* _EXERCISE GOAL_
Find the count of lines in the material below that include the word "than". State nothing but that number.

* _RECORD EXTRACTS_

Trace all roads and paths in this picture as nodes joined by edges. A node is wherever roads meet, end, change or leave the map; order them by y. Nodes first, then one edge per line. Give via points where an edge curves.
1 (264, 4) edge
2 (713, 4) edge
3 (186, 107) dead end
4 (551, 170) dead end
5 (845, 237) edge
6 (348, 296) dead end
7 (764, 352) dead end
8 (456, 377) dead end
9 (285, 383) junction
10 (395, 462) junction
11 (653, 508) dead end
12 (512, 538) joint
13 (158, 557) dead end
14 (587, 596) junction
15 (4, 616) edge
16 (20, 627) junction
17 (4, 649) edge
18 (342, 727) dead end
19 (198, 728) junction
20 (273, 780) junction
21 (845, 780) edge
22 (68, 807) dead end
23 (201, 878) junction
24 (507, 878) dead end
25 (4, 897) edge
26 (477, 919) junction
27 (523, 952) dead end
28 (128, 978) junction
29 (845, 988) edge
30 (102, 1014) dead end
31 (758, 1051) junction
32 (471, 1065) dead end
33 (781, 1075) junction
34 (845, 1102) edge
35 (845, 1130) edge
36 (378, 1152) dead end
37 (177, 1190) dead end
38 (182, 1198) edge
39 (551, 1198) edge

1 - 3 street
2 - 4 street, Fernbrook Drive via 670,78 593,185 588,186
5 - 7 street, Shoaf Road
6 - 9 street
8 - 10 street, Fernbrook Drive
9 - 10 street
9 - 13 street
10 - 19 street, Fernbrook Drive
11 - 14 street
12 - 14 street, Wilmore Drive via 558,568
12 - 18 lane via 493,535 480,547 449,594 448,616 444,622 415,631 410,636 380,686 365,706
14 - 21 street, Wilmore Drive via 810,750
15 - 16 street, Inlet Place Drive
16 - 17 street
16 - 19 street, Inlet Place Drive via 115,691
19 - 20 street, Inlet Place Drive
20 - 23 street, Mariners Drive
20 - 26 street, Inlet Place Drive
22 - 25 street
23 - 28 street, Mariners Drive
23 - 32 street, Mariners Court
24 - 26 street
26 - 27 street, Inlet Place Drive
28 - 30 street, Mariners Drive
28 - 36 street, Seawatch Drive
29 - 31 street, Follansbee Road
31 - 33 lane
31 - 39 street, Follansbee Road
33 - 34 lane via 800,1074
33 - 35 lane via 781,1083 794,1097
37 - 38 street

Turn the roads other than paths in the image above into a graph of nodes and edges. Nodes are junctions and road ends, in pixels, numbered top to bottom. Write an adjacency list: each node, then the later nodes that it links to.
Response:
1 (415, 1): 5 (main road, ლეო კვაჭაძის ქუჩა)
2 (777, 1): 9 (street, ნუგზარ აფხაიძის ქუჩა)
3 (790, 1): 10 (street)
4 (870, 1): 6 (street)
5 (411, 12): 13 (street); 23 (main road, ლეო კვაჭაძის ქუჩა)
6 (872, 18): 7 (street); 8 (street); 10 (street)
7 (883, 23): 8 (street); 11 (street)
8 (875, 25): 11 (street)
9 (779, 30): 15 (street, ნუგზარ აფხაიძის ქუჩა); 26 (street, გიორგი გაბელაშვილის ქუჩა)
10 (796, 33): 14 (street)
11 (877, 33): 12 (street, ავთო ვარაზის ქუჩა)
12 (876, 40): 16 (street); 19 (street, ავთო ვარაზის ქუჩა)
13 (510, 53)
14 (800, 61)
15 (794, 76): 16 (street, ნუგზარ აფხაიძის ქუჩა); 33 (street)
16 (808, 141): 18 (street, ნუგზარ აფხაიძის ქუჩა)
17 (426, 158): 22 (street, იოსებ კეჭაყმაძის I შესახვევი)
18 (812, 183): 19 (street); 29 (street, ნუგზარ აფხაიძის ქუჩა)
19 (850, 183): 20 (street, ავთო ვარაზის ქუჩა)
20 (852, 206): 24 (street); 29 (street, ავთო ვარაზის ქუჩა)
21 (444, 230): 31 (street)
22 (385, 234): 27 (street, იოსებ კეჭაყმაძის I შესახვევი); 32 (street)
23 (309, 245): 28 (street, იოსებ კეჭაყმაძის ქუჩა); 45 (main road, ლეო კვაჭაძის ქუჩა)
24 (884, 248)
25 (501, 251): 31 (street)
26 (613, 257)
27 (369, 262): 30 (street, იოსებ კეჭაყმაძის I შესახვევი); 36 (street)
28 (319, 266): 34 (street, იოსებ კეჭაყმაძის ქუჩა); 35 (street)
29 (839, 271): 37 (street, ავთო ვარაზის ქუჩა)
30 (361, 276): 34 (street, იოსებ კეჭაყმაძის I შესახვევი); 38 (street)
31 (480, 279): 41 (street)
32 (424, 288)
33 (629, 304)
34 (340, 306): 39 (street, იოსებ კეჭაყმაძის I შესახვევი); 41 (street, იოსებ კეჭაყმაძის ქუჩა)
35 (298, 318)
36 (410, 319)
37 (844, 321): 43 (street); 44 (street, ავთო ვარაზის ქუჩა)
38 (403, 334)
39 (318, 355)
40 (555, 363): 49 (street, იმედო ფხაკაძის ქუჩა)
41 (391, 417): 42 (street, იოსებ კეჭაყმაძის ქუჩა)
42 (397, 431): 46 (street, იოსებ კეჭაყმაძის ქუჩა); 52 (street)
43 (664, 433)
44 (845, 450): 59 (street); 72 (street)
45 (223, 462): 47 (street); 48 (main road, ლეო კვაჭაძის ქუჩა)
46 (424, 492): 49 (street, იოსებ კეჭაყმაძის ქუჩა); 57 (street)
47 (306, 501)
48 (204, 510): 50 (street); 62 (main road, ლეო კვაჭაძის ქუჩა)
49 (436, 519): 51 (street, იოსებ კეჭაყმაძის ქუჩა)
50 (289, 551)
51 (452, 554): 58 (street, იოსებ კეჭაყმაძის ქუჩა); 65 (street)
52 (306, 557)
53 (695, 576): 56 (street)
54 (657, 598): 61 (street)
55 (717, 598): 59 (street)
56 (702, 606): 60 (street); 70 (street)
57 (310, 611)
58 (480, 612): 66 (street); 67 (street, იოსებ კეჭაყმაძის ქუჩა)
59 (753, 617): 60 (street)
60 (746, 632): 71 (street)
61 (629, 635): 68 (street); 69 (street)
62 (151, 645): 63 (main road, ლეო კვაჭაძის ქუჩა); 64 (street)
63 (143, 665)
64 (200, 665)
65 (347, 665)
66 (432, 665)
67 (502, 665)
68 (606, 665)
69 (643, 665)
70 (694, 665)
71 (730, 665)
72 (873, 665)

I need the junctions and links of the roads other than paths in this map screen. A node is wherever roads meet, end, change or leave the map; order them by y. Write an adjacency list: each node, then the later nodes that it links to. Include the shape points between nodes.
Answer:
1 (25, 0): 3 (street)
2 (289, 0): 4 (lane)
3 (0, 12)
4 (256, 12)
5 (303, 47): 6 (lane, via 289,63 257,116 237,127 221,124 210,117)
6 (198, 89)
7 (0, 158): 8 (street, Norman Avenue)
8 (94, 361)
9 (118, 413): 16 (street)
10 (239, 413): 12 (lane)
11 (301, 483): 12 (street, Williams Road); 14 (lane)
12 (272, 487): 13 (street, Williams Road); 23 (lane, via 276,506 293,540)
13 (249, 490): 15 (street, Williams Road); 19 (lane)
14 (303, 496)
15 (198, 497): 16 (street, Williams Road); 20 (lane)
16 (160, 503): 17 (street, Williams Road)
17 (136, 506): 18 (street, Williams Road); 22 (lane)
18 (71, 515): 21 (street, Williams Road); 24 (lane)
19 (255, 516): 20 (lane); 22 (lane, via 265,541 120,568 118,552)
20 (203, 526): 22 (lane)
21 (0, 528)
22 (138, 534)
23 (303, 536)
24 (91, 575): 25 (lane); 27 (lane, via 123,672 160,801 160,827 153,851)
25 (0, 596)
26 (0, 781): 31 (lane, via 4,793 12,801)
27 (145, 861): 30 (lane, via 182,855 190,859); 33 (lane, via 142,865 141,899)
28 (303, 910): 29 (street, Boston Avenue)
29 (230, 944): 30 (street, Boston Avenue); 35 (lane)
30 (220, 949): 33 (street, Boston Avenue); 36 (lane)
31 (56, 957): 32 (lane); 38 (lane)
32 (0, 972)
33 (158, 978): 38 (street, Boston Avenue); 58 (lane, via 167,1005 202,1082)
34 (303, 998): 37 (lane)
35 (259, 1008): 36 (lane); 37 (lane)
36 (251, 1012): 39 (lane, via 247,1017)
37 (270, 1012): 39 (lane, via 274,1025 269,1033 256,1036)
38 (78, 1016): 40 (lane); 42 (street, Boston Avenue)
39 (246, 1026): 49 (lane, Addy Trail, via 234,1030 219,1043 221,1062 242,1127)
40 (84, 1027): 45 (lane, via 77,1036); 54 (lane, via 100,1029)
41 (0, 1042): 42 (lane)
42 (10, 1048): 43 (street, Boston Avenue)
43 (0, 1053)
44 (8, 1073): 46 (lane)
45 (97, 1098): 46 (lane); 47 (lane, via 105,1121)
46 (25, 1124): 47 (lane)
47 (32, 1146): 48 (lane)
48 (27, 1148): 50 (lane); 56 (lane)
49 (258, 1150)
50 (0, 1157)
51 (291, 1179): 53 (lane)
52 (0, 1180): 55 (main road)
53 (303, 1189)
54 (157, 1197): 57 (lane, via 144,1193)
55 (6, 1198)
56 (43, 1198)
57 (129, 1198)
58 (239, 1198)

* _EXERCISE RESPONSE_
2